なんだかモヤモヤとした気持ちが残る謁見となってしまったけれど、美味しいご飯を食べて、温かいお風呂に入って忘れてしまおう。今は山積みの魔物の解体のことだけ考えなくっちゃ。余計なことで心を掻き乱されていてはいけない。
「じゃあのう。また明日、ギルドで会おう」
ミィミィさんを見送ると、アルフレッドさんも疲れた顔をして「それでは、先に休ませていただきます」と部屋へと入っていった。王様と話すのはやっぱりかなり神経をすり減らすらしい。日中も肉体労働が続いたし、ゆっくり休んでいただきたい。
「えと……私たちも部屋に戻りましょうか」
残された私とマリウッツさんは顔を見合わせる。マリウッツさんは、私の顔をジッと見て、眉間に深く刻んでいた皺を和らげた。
「ああ、そうだな。また明日」
「わっ、は、はいっ、おやすみなさい」
フッと笑みを漏らしたマリウッツさんは、クシャッと私の頭を撫でると、颯爽と自分の部屋へ入っていった。
「……もう」
乱れた髪を整えながら部屋に入った私の口元は、どうしてかちょっぴり緩んでしまっていた。
◇◇◇
「随分と面白そうな子だったな」
今日は隣国ギルドから客人として招いている一行が来るからと、謁見の間に呼びつけられた。
普段なら、国賓との挨拶とは名ばかりの腹の探り合いにうんざりするところだが、やって来たのはいたって普通の女の子だった。彼女を守るように隣国ギルドのサブマスターと、腕の立つ冒険者が警戒心を顕に立っていたが、当の本人は全くその様子に気づいている素振りもないときた。
彼女が我が国の危機に手を差し伸べてくれるという解体師なのか。
華奢な身体をしているのに、凄腕の魔物解体師だという彼女に俄然興味が湧いた。裏表がなく、素直で鈍感そうな素朴さも気に入った。
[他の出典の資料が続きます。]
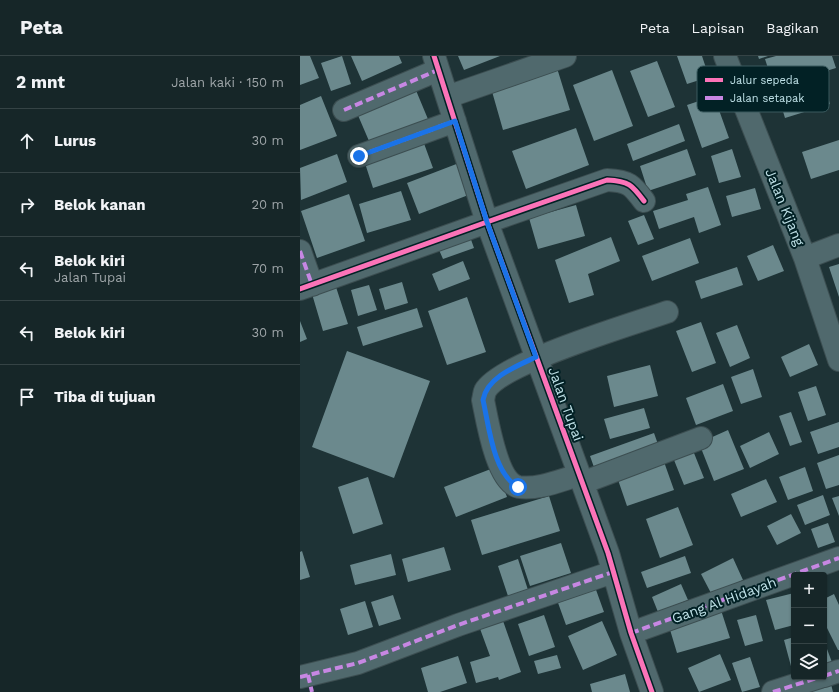 <!DOCTYPE html>
<html lang="id">
<head>
<meta charset="utf-8">
<style>
	body { margin:0; font-family:"Work Sans",sans-serif; background:#1f2e30; color:#f1f3f6 }
	.controls { position:absolute; right:12px; bottom:12px; display:grid; overflow:hidden; border-radius:4px; box-shadow:0 1px 3px #0004 }
	.controls button { width:36px; height:36px; display:grid; place-items:center; padding:0; border:0; border-bottom:1px solid #354345; background:#162628; color:#f1f3f6; font:20px sans-serif }
	.stop { position:absolute; width:12px; height:12px; margin:-9px; border:3px solid #1a73e8; border-radius:50%; background:#fff }
	.stop.end { background:#1a73e8; border-color:#fff; box-shadow:0 1px 4px #0008 }
	.list { margin:0; padding:0; list-style:none }
	h2 { display:flex; justify-content:space-between; align-items:center; height:52px; margin:0; padding:0 16px; font-size:17px }
	h2 small { font-size:13px; font-weight:400; color:#9ea5a8 }
	.list li { display:grid; grid-template-columns:26px 1fr auto; gap:12px; align-items:center; box-sizing:border-box; height:64px; padding:0 16px; border-top:1px solid #354345 }
	.list b { display:block; font-size:15px; white-space:nowrap }
	.list p { margin:0; font-size:13px; white-space:nowrap; color:#9ea5a8 }
	.list em { font-size:13px; font-style:normal; color:#9ea5a8 }
	.icon { flex:none; width:22px; height:22px; fill:none; stroke:currentColor; stroke-width:2; stroke-linecap:round; stroke-linejoin:round }
	.map { position:relative; flex:none; width:539px; height:636px; overflow:hidden }
	header { display:flex; align-items:center; gap:24px; box-sizing:border-box; height:56px; padding:0 20px; background:#162628; border-bottom:1px solid #354345 }
	header strong { font-size:19px }
	nav { display:flex; gap:22px; margin-inline-start:auto; font-size:14px }
	main { display:flex }
	aside { flex:1; background:#162628 }
	.map>svg:first-child { display:block }
</style>
</head>
<body>
<header>
<strong>Peta</strong>
<nav><a>Peta</a><a>Lapisan</a><a>Bagikan</a></nav>
</header>
<main>
<aside>
<h2>2 mnt<small>Jalan kaki · 150 m</small></h2>
<ul class="list">
<li><svg class="icon" aria-label="ahead" viewBox="0 0 24 24"><path d="M12 20V5M6 11l6-6 6 6"/></svg><div><b>Lurus</b></div><em>30 m</em></li>
<li><svg class="icon" aria-label="right" viewBox="0 0 24 24"><path d="M7 20v-9h11M14 6l5 5-5 5"/></svg><div><b>Belok kanan</b></div><em>20 m</em></li>
<li><svg class="icon" aria-label="left" viewBox="0 0 24 24"><path d="M17 20v-9H6M10 6l-5 5 5 5"/></svg><div><b>Belok kiri</b><p>Jalan Tupai</p></div><em>70 m</em></li>
<li><svg class="icon" aria-label="left" viewBox="0 0 24 24"><path d="M17 20v-9H6M10 6l-5 5 5 5"/></svg><div><b>Belok kiri</b></div><em>30 m</em></li>
<li><svg class="icon" aria-label="arrive" viewBox="0 0 24 24"><path d="M6 21V4h12l-3 4 3 4H6"/></svg><div><b>Tiba di tujuan</b></div></li>
</ul>
</aside>
<div class="map">
<svg width="539" height="636" viewBox="0 0 539 636">
	<rect width="100%" height="100%" fill="#1e3336"/>
	<path fill="#6b898d" d="M0,0H10L19,22L0,29Z
		M42,0L51,28L31,35L21,7Z
		M51,0H99L102,7L62,25Z
		M158,0H200L164,14Z
		M377,0H402L409,21L387,28Z
		M458,0H468L459,3Z
		M476,0H532L536,12L474,31L465,3Z
		M357,5L375,51L348,61L330,15Z
		M257,12L270,54L203,74L191,32Z
		M312,14L333,70L294,85L273,29Z
		M523,24L530,48L485,62L478,39Z
		M115,32L130,68L72,92L57,57Z
		M21,40L37,80L0,94V49Z
		M414,40L429,82L402,92L387,49Z
		M379,68L385,85L333,105L327,88Z
		M276,72L289,109L226,133L212,95Z
		M122,82L133,112L73,132L63,101Z
		M539,84V114L511,123L502,96Z
		M387,93L396,119L348,135L340,110Z
		M432,93L441,121L419,127L411,100Z
		M37,98L47,126L1,144L0,112Z
		M159,107L171,138L119,158L107,127Z
		M408,131L421,169L399,177L394,161L359,173L353,155L388,144L386,138Z
		M455,132L461,153L432,161L426,140Z
		M101,135L111,164L67,177L59,148Z
		M49,138L65,185L17,202L1,155Z
		M276,149L285,180L238,193L229,162Z
		M344,159L354,183L338,189L328,165Z
		M168,175L174,192L143,203L136,187Z
		M311,181L320,205L288,218L294,239L269,247L255,204Z
		M390,182L399,207L352,225L342,200Z
		M473,189L484,215L458,225L447,200Z
		M163,205L170,223L139,235L132,218Z
		M539,208V241L529,211Z
		M437,211L443,229L401,243L395,225Z
		M102,226L108,247L85,254L79,233Z
		M69,229L77,254L58,260L51,234Z
		M36,231L48,268L23,275L12,238Z
		M167,241L186,296L147,309L128,255Z
		M117,252L123,271L63,290L57,271Z
		M0,265L7,283L0,286Z
		M401,266L416,307L392,316L376,275Z
		M437,269L450,302L430,311L416,277Z
		M509,288L518,309L490,321L481,301Z
		M47,295L130,325L94,422L12,391Z
		M350,309L358,340L314,351L307,320Z
		M453,313L462,341L441,348L431,321Z
		M423,328L433,355L396,369L386,342Z
		M516,330L526,359L508,365L498,336Z
		M344,352L350,372L310,383L304,363Z
		M491,356L502,386L490,390L479,360Z
		M539,366V391L518,398L510,376Z
		M428,374L444,413L414,425L399,387Z
		M469,376L479,398L450,412L440,390Z
		M354,377L360,394L296,417L290,400Z
		M392,392L404,422L384,429L372,399Z
		M539,399V429L526,433L517,407Z
		M363,403L374,434L327,450L316,418Z
		M196,411L207,441L156,461L144,431Z
		M505,411L513,435L488,444L479,421Z
		M68,421L83,468L53,478L38,431Z
		M466,423L477,446L441,461L431,438Z
		M523,439L530,459L505,469L497,449Z
		M249,440L260,475L182,499L171,464Z
		M539,440V460L532,442Z
		M378,451L393,489L360,502L346,463Z
		M491,458L501,477L477,489L467,470Z
		M528,467L535,486L518,492L511,473Z
		M261,487L271,517L230,530L220,500Z
		M144,491L151,514L108,526L102,503Z
		M2,495L10,521L0,524V496Z
		M91,498L96,519L55,529L50,509Z
		M385,500L391,517L347,532L341,516Z
		M433,502L443,524L412,539L401,518Z
		M218,503L228,534L208,540L198,510Z
		M381,528L388,544L358,556L352,541Z
		M295,531L304,556L266,569L257,544Z
		M494,537V569L475,574L466,544Z
		M534,538L539,549V594H538L524,566V543Z
		M93,539L101,563L79,570L71,546Z
		M65,545L73,571L48,579L40,553Z
		M420,551L430,582L377,597L368,567Z
		M244,559L255,591L229,600L218,568Z
		M456,559L463,585L445,590L437,564Z
		M202,562L221,616L199,624L198,621L176,627L170,606L190,600L179,570Z
		M302,565L317,599L283,614L268,580Z
		M494,581V614H492L484,584Z
		M524,585L533,609L524,612Z
		M420,598L431,624L399,636L388,612Z
		M257,599L261,612L238,618L234,605Z
		M158,600L167,627L140,636H128L121,612Z
		M450,601L460,631L442,636L432,607Z
		M325,618L330,636H292L290,628Z
		M531,628L533,636H502Z"/>
	<g fill="none" stroke-linecap="round" stroke-linejoin="round">
		<g stroke="#3c4e51" stroke-width="24">
			<path id="minor" d="M134,0L187,166L308,497L331,577L352,636
				M425,0L505,202L539,304
				M147,41L265,0
				M44,54L138,14
				M59,100L155,65
				M0,195L12,229
				M505,202L539,189
				M0,233L187,166L307,124C329,125 332,129 344,145
				M279,419C261,424 238,434 219,431C197,427 187,363 183,344C184,341 184,337 185,335C200,307 333,268 367,256
				M282,427L401,382
				M331,577L539,502
				M524,620L539,615
				M0,621L58,607L158,569L313,516
				M473,636L520,621"/>
		</g>
		<use href="#minor" stroke="#50696d" stroke-width="22"/>
		<path stroke="#c787e3" stroke-width="4" stroke-dasharray="8 4" stroke-linecap="butt" d="M44,54L138,14
			M59,100L155,65
			M0,195L12,229
			M331,577L539,502
			M8,619L12,636
			M524,620L539,615
			M0,621L58,607L158,569L313,516
			M473,636L520,621"/>
		<g stroke="#022125" stroke-width="8">
			<path id="cycleway" d="M134,0L187,166L308,497L331,577L352,636
				M0,233L187,166L307,124C329,125 332,129 344,145"/>
		</g>
		<use href="#cycleway" stroke="#fb73b8" stroke-width="5"/>
	</g>
	<g fill="none" stroke-linecap="round" stroke-linejoin="round">
		<path stroke="#1a73e8" stroke-width="5" d="M59,100L155,65L187,166L236,301C217,310 187,321 183,344C189,370 193,417 218,431"/>
	</g>
	<g text-anchor="middle" dominant-baseline="central" stroke-width="4" stroke-linejoin="round" paint-order="stroke">
		<g font-size="14" fill="#bfe1e7" stroke="#022125">
			<text transform="translate(485 151) rotate(68)">Jalan Kijang</text>
			<text transform="translate(266 348) rotate(70)">Jalan Tupai</text>
			<text transform="translate(424 544) rotate(-20)">Gang Al Hidayah</text>
		</g>
	</g>
	<rect x="397" y="10" width="132" height="46" rx="6" fill="#022125" stroke="#3b5b5f" stroke-width="1"/>
	<rect x="405" y="22" width="18" height="4" fill="#fb73b8"/>
	<rect x="405" y="40" width="18" height="4" fill="#c787e3"/>
	<g font-size="11" fill="#bfe1e7">
		<text x="430" y="28">Jalur sepeda</text>
		<text x="430" y="46">Jalan setapak</text>
	</g>
</svg>
<div class="controls">
<button>+</button>
<button>−</button>
<button><svg class="icon" aria-label="layers" viewBox="0 0 24 24"><path d="M12 4l9 5-9 5-9-5zM3 14l9 5 9-5"/></svg></button>
</div>
<div class="stop" style="left:218px;top:431px"></div>
<div class="stop end" style="left:59px;top:100px"></div>
</div>
</main>
</body>
</html>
数多の女性を虜にしてきた僕のキラースマイルにキョトンとしながら会釈を返された時にはおかしくて吹き出しそうになった。この甘いマスクでどれだけの女性を籠絡してきたか、彼女は知らないのだろうな。
妹のリリウェルが冒険者の男を気に入ったらしいが、あいつは美しいものを収集する趣味があるからな。ターゲットにされた彼を気の毒に思う。余計なトラブルを起こさなければいいのだが。……いや、むしろいい機会となるかもしれない。
「さて、あの子……サチって言ったっけ? ちょっと調べてみるかな」
かくいう僕も、気に入ったものは手に入れたい主義だ。
少し様子を見て、ギルドまで会いに行ってみようか。
「しばらく楽しくなりそうだ」
僕は窓辺に腰を半分だけ乗せて、雲がかかった月を見上げた。